* Assignment *
Would you reproduce the data below exactly, please, leaving out its images?

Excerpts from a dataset
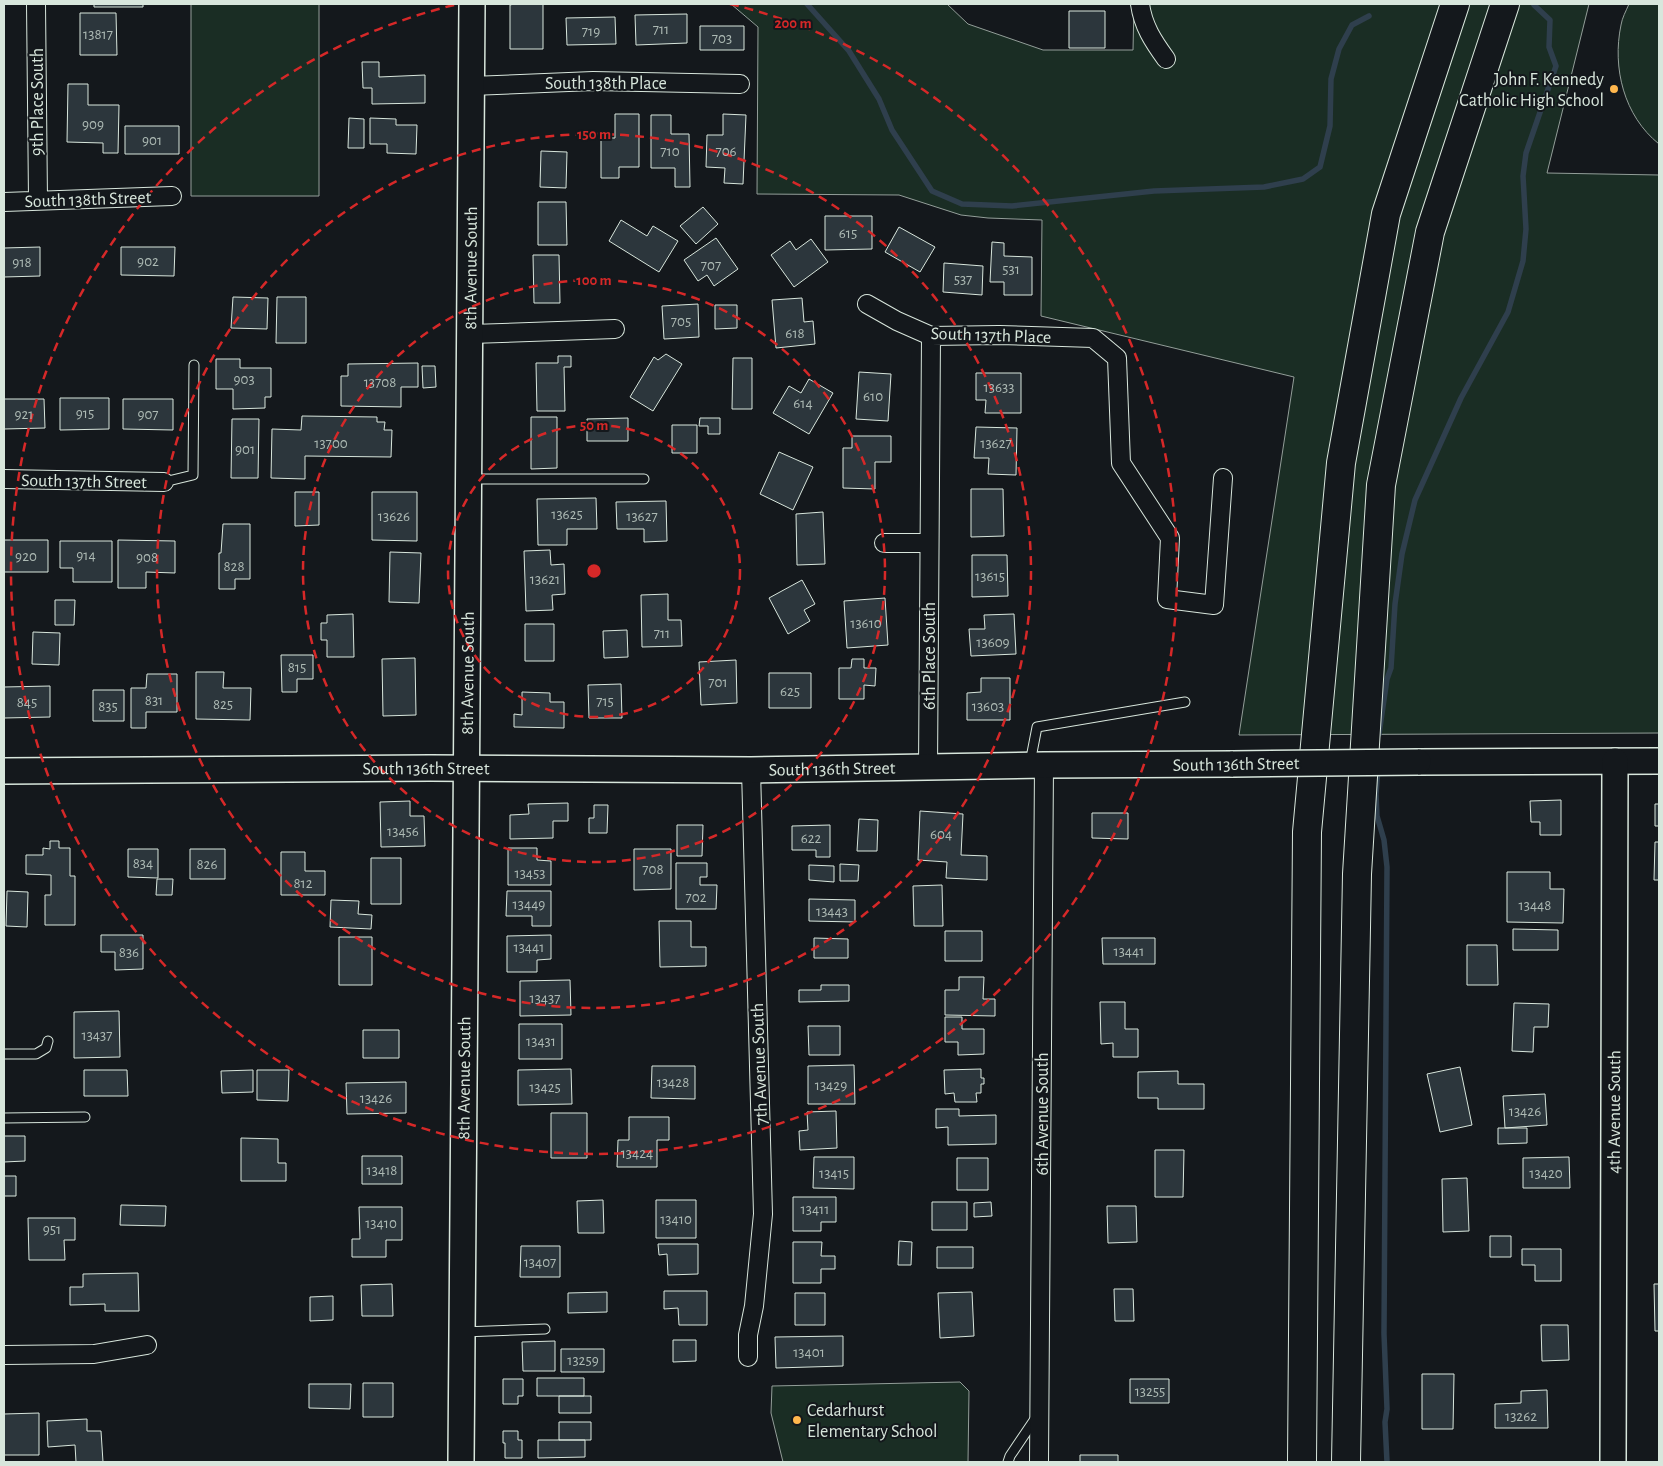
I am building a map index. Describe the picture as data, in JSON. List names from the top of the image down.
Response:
{
  "streets": {
    "street": [
      "South 138th Place",
      "9th Place South",
      "South 138th Street",
      "8th Avenue South",
      "South 137th Place",
      "South 137th Street",
      "6th Place South",
      "South 136th Street",
      "7th Avenue South",
      "4th Avenue South",
      "6th Avenue South"
    ]
  },
  "crossings": [
    ["South 138th Place", "8th Avenue South"],
    ["9th Place South", "South 138th Street"],
    ["8th Avenue South", "South 136th Street"],
    ["South 137th Place", "6th Place South"],
    ["6th Place South", "South 136th Street"],
    ["South 136th Street", "7th Avenue South"],
    ["South 136th Street", "4th Avenue South"],
    ["South 136th Street", "6th Avenue South"]
  ],
  "places": ["John F. Kennedy Catholic High School", "Cedarhurst Elementary School"],
  "house_numbers": [
    "711",
    "719",
    "13817",
    "703",
    "909",
    "901",
    "710",
    "706",
    "615",
    "902",
    "918",
    "707",
    "531",
    "537",
    "705",
    "618",
    "903",
    "13708",
    "13633",
    "610",
    "614",
    "915",
    "921",
    "907",
    "13700",
    "13627",
    "901",
    "13625",
    "13626",
    "13627",
    "914",
    "920",
    "908",
    "828",
    "13615",
    "13621",
    "13610",
    "711",
    "13609",
    "815",
    "701",
    "625",
    "831",
    "715",
    "845",
    "825",
    "835",
    "13603",
    "13456",
    "604",
    "622",
    "834",
    "826",
    "708",
    "13453",
    "812",
    "702",
    "13449",
    "13448",
    "13443",
    "13441",
    "13441",
    "836",
    "13437",
    "13437",
    "13431",
    "13428",
    "13429",
    "13425",
    "13426",
    "13426",
    "13424",
    "13418",
    "13415",
    "13420",
    "13411",
    "13410",
    "13410",
    "951",
    "13407",
    "13401",
    "13259",
    "13255",
    "13262"
  ],
  "rings": [
    "200 m",
    "150 m",
    "100 m",
    "50 m"
  ]
}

* The completed task *
I am building a map index. Describe the picture as data, in JSON. List names from the top of the image down.
Response:
{
  "streets": {
    "street": [
      "South 138th Place",
      "9th Place South",
      "South 138th Street",
      "8th Avenue South",
      "South 137th Place",
      "South 137th Street",
      "6th Place South",
      "South 136th Street",
      "7th Avenue South",
      "4th Avenue South",
      "6th Avenue South"
    ]
  },
  "crossings": [
    ["South 138th Place", "8th Avenue South"],
    ["9th Place South", "South 138th Street"],
    ["8th Avenue South", "South 136th Street"],
    ["South 137th Place", "6th Place South"],
    ["6th Place South", "South 136th Street"],
    ["South 136th Street", "7th Avenue South"],
    ["South 136th Street", "4th Avenue South"],
    ["South 136th Street", "6th Avenue South"]
  ],
  "places": ["John F. Kennedy Catholic High School", "Cedarhurst Elementary School"],
  "house_numbers": [
    "711",
    "719",
    "13817",
    "703",
    "909",
    "901",
    "710",
    "706",
    "615",
    "902",
    "918",
    "707",
    "531",
    "537",
    "705",
    "618",
    "903",
    "13708",
    "13633",
    "610",
    "614",
    "915",
    "921",
    "907",
    "13700",
    "13627",
    "901",
    "13625",
    "13626",
    "13627",
    "914",
    "920",
    "908",
    "828",
    "13615",
    "13621",
    "13610",
    "711",
    "13609",
    "815",
    "701",
    "625",
    "831",
    "715",
    "845",
    "825",
    "835",
    "13603",
    "13456",
    "604",
    "622",
    "834",
    "826",
    "708",
    "13453",
    "812",
    "702",
    "13449",
    "13448",
    "13443",
    "13441",
    "13441",
    "836",
    "13437",
    "13437",
    "13431",
    "13428",
    "13429",
    "13425",
    "13426",
    "13426",
    "13424",
    "13418",
    "13415",
    "13420",
    "13411",
    "13410",
    "13410",
    "951",
    "13407",
    "13401",
    "13259",
    "13255",
    "13262"
  ],
  "rings": [
    "200 m",
    "150 m",
    "100 m",
    "50 m"
  ]
}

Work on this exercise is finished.